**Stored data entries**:

= Beginning of Section =

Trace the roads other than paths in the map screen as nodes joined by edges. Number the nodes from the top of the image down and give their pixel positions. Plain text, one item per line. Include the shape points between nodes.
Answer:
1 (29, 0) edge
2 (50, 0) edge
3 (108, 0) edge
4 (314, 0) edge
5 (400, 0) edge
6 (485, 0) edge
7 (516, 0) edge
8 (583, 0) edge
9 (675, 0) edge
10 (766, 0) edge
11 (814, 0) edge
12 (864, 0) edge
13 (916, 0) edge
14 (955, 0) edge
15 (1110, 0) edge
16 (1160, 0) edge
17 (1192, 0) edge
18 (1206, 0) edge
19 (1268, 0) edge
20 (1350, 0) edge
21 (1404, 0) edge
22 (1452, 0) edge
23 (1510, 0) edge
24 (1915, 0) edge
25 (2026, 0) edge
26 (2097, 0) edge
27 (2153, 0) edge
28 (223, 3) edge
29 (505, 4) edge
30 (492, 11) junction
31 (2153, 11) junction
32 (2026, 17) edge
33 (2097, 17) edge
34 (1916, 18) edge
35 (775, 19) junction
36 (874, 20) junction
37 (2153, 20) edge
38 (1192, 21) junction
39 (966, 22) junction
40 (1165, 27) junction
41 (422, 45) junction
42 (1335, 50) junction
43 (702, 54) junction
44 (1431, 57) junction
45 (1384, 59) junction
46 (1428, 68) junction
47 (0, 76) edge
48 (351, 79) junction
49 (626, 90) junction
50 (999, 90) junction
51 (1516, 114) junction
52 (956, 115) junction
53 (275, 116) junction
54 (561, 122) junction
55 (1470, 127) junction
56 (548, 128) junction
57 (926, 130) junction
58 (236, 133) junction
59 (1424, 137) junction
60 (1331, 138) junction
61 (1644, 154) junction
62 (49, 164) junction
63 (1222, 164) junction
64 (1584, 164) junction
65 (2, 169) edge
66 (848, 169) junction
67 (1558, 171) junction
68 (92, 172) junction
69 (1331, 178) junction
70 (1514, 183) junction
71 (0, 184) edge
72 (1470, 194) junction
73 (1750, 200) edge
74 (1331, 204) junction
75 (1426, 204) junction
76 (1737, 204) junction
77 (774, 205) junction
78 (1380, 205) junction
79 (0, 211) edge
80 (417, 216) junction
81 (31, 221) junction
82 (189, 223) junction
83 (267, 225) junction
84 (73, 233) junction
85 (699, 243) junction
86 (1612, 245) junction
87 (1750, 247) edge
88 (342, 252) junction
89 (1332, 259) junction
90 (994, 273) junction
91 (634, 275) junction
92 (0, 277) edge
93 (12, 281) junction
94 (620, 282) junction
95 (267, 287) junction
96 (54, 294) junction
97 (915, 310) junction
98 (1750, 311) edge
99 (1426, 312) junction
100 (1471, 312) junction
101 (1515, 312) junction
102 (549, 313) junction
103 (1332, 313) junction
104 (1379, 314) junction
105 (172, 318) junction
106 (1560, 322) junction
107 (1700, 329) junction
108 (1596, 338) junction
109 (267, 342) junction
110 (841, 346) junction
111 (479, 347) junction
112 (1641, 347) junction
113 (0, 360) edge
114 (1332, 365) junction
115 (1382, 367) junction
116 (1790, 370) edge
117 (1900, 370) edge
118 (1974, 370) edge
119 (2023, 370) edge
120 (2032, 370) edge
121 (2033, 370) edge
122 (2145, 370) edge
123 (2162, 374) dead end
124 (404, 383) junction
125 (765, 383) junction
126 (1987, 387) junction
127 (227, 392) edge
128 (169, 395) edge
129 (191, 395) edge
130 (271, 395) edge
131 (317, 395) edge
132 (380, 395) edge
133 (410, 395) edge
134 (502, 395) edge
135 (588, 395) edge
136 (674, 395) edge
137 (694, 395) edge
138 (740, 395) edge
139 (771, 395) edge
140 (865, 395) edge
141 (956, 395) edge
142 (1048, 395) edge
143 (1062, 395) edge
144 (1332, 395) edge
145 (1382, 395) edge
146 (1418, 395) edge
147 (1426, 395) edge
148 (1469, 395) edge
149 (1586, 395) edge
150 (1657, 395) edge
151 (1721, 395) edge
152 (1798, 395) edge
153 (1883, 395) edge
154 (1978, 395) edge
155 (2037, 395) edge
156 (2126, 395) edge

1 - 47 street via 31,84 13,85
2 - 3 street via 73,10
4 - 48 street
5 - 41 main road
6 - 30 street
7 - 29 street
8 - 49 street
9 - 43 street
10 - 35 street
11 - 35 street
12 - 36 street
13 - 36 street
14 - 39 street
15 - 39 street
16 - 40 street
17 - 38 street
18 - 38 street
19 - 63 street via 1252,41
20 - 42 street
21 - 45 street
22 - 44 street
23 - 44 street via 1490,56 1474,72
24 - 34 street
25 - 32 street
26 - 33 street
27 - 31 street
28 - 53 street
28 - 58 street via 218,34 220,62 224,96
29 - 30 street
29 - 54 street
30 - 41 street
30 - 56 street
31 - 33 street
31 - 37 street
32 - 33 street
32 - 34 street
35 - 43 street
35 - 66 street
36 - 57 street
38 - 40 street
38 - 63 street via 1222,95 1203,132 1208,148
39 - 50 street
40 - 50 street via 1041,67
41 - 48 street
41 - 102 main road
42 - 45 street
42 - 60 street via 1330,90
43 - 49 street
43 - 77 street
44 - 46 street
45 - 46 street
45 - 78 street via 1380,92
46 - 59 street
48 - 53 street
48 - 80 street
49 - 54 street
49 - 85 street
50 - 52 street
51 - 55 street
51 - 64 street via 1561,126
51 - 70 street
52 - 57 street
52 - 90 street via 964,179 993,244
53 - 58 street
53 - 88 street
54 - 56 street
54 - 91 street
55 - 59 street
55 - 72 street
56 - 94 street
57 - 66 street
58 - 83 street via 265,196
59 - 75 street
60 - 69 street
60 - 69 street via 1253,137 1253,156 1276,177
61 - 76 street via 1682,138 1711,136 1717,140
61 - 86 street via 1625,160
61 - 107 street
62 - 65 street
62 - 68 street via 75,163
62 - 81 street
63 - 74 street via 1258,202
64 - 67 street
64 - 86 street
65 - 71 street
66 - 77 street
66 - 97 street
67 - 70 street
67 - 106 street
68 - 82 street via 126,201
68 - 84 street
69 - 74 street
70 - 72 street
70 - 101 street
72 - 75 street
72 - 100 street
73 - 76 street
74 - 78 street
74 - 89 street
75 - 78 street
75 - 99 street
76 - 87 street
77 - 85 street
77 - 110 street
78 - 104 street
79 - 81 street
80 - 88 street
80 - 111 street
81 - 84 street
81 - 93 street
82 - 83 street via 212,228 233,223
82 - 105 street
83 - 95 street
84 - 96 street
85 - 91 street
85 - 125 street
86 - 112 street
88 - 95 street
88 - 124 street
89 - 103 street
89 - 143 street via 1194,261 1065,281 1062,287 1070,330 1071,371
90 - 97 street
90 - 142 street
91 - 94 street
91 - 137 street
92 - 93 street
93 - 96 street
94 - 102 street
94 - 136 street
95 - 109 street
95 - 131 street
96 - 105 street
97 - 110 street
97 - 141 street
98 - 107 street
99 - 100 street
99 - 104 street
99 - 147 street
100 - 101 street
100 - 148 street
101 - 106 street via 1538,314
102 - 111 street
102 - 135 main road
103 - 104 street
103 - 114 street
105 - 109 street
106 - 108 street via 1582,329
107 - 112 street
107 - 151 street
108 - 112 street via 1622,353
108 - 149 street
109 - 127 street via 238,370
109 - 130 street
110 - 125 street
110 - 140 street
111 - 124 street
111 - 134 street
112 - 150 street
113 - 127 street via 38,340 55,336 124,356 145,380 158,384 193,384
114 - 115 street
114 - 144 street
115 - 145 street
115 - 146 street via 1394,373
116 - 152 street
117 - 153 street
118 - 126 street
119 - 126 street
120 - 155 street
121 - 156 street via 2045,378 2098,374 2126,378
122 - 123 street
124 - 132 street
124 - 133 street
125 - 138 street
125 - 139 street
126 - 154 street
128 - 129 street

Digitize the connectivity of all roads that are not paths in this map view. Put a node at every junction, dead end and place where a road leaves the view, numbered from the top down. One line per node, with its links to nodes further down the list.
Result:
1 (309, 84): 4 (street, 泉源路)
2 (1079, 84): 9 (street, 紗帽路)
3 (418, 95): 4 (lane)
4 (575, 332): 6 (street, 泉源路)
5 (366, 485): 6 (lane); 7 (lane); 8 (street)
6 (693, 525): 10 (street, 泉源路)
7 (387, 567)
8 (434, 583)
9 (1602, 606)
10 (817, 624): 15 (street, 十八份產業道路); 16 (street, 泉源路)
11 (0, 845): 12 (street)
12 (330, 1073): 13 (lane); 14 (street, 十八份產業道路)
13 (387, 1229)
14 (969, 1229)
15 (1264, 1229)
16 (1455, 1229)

= End of Section =

**Brief**: Starting at the line that contains "Digitize the connectivity", output every remaining line of the data exactly, and stop after the last one.

**Output for this exercise**:
Digitize the connectivity of all roads that are not paths in this map view. Put a node at every junction, dead end and place where a road leaves the view, numbered from the top down. One line per node, with its links to nodes further down the list.
Result:
1 (309, 84): 4 (street, 泉源路)
2 (1079, 84): 9 (street, 紗帽路)
3 (418, 95): 4 (lane)
4 (575, 332): 6 (street, 泉源路)
5 (366, 485): 6 (lane); 7 (lane); 8 (street)
6 (693, 525): 10 (street, 泉源路)
7 (387, 567)
8 (434, 583)
9 (1602, 606)
10 (817, 624): 15 (street, 十八份產業道路); 16 (street, 泉源路)
11 (0, 845): 12 (street)
12 (330, 1073): 13 (lane); 14 (street, 十八份產業道路)
13 (387, 1229)
14 (969, 1229)
15 (1264, 1229)
16 (1455, 1229)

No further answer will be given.